K143R Amino Acid Substitution in 14-α-Demethylase (Erg11p) Changes Plasma Membrane and Cell Wall Structure of Candida albicans

Abstract

The opportunistic pathogen Candida albicans is responsible for life-threating infections in immunocompromised individuals. Azoles and polyenes are two of the most commonly used antifungals and target the ergosterol biosynthesis pathway or ergosterol itself. A limited number of clinically employed antifungals correspond to the development of resistance mechanisms. One resistance mechanism observed in clinical isolates of azole-resistant C. albicans is the introduction of point mutations in the ERG11 gene, which encodes a key enzyme (lanosterol 14-α-demethylase) on the ergosterol biosynthesis pathway. Here, we demonstrate that a point mutation K143R in ERG11 (C. albicans ERG11^K143R/K143R) contributes not only to azole resistance, but causes increased gene expression. Overexpression of ERG11 results in increased ergosterol content and a significant reduction in plasma membrane fluidity. Simultaneously, the same point mutation caused cell wall remodeling. This could be facilitated by the unmasking of chitin and β-glucan on the fungal cell surface, which can lead to recognition of the highly immunogenic β-glucan, triggering a stronger immunological reaction. For the first time, we report that a frequently occurring azole-resistance strategy makes C. albicans less susceptible to azole treatment while, at the same time, affects its cell wall architecture, potentially leading to exposure of the pathogen to a more effective host immune response.

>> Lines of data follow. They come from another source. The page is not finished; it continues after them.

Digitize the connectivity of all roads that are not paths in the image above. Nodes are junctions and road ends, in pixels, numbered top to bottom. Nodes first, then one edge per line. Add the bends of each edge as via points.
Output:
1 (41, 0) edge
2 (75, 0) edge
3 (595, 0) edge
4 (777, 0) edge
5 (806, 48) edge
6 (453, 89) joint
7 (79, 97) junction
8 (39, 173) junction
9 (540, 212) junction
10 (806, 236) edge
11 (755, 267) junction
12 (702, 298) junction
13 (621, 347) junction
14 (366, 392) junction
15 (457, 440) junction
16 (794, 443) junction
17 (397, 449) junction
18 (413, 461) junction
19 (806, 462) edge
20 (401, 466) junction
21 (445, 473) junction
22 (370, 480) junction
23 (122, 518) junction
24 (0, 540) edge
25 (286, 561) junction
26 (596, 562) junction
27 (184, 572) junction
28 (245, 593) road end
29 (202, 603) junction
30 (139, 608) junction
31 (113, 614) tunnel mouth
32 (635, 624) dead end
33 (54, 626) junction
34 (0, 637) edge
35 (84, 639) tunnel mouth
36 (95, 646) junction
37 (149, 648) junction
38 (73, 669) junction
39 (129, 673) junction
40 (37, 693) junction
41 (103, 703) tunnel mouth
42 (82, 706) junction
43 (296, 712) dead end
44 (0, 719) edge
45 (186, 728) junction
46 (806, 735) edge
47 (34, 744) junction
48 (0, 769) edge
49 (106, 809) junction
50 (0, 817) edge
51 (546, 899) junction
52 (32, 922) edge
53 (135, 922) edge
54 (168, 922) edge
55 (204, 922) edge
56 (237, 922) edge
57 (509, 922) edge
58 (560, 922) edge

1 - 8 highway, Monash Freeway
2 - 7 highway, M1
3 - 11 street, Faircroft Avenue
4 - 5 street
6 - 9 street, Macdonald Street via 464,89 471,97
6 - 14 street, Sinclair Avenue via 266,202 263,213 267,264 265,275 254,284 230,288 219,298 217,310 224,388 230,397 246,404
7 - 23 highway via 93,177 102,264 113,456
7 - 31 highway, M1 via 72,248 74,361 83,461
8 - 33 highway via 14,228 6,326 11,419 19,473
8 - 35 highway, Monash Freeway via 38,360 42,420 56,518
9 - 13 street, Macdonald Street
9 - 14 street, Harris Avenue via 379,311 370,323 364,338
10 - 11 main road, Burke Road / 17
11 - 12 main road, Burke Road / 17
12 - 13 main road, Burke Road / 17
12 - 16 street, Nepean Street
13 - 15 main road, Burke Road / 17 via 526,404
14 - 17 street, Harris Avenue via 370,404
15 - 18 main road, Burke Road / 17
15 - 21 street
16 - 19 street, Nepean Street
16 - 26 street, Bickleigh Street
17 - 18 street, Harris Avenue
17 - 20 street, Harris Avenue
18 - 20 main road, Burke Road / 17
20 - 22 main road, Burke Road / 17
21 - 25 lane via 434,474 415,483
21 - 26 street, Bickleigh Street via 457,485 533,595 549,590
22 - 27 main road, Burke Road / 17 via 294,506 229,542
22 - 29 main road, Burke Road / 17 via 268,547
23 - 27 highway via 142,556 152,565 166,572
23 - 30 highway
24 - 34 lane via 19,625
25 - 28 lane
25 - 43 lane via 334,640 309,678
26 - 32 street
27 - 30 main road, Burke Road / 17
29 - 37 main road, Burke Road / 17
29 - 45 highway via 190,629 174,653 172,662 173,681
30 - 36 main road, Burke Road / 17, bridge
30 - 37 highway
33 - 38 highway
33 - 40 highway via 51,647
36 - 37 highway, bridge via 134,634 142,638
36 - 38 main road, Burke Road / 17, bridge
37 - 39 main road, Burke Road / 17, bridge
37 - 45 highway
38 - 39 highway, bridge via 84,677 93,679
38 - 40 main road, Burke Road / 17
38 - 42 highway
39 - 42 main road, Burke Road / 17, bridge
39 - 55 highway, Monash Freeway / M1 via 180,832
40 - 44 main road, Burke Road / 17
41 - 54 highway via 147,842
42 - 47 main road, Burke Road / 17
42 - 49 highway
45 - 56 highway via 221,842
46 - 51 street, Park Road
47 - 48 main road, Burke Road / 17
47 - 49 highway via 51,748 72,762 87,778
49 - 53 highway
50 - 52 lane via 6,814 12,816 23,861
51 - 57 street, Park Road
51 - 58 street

Keywords: Candida albicans; cell wall; ergosterol; plasma membrane.

Figure 1

(A) The growth curve of the C. albicans SC5314 wild type (WT), erg11Δ/Δ (KS058) and the ERG11^K143R/K143R (10C1B1I1) strains in a YPD medium (28 °C, 120 rpm; n = 3, ±SD). (B) The percent viability of the C. albicans WT, KS058, and 10C1B1I1 strains cultured for 24 h, 28 °C, in a YPD medium supplemented with FLC (left) or AMB (right) (n = 3, ±SD).

Figure 2

The relative ERG11 gene expression in the C. albicans SC5314 wild type (WT) and ERG11^K143R/K143R (10C1B1I1) strains determined for different growth times (8, 14, and 24 h) and culture conditions: control (YPD medium alone), and with the addition of FLC (4 μg/mL) or AMB (0.25 μg/mL); ±SD; n = 3. Statistical analysis was performed by comparing the expression of the C. albicans WT and 10C1B1I1, or between the different culture conditions (*, p < 0.05; **, p < 0.01).

Figure 3

The representative, normalized fluorescence intensities (IFs) spectra for a Laurdan fluorescent probe incorporated into the plasma membrane of the C. albicans SC5314 (WT), erg11Δ/Δ (KS058), and ERG11^K143R/K143R (10C1B1I1) strains in control conditions at 8 h (A) and 24 h (B).

Figure 4

Triple staining of the C. albicans cell wall components for the SC5314 wild type (WT), erg11Δ/Δ (KS058), and ERG11^K143R/K143R (10C1B1I1) strains (A). Total chitin was detected using calcofluor white (CFW) (purple). Exposed β-glucan was stained with Fc-hDectin-1 (FC-Dec1) and Alexa Fluor 448-conjugated anti-human IgG Fc antibodies (green). Mannans were detected using streptavidin and concanavalin A (ConA) conjugated with Alexa Fluor-568 (red). Scale bars of all presented images are equal to 2 μm. White squares on the merged picture represent region of interest (ROI). Fluorescence intensities for particular CW components for ROI (regions of bud scars; white lines) for investigated C. albicans strains (B). The distance [nm] between CW components is presented from outside to inside of the cell at the area of the bud scars.

Figure 5

The exposure of chitin (panel (A)), β-glucan (panel (B)), and mannans (panel (C)) in the C. albicans SC5314 wild type (WT), erg11Δ/Δ (KS058) and ERG11^K143R/K143R (10C1B1I1) strains grown for 24 h in YPD (28 °C, 120 rpm). In each case, the C. albicans cells were stained with wheat germ agglutinin conjugated with FITC (WGA-FITC; in case of exposed chitin, panel (A)), Fc-hDectin-1 and Alexa Fluor 448-conjugated anti-human IgG Fc antibodies (in the case of unmasked β-glucan, panel (B)) or streptavidin and concanavalin A (ConA) conjugated with Alexa Fluor 568 (in case of mannans, panel (C)) and analyzed by FACS. Median fluorescence intensities (MFIs) were quantified for three independent experiments. Statistical analyses were performed using the WT strain, or between KS058 and 10C1B1I1 (above lines) (*, p < 0.05 **, p < 0.01).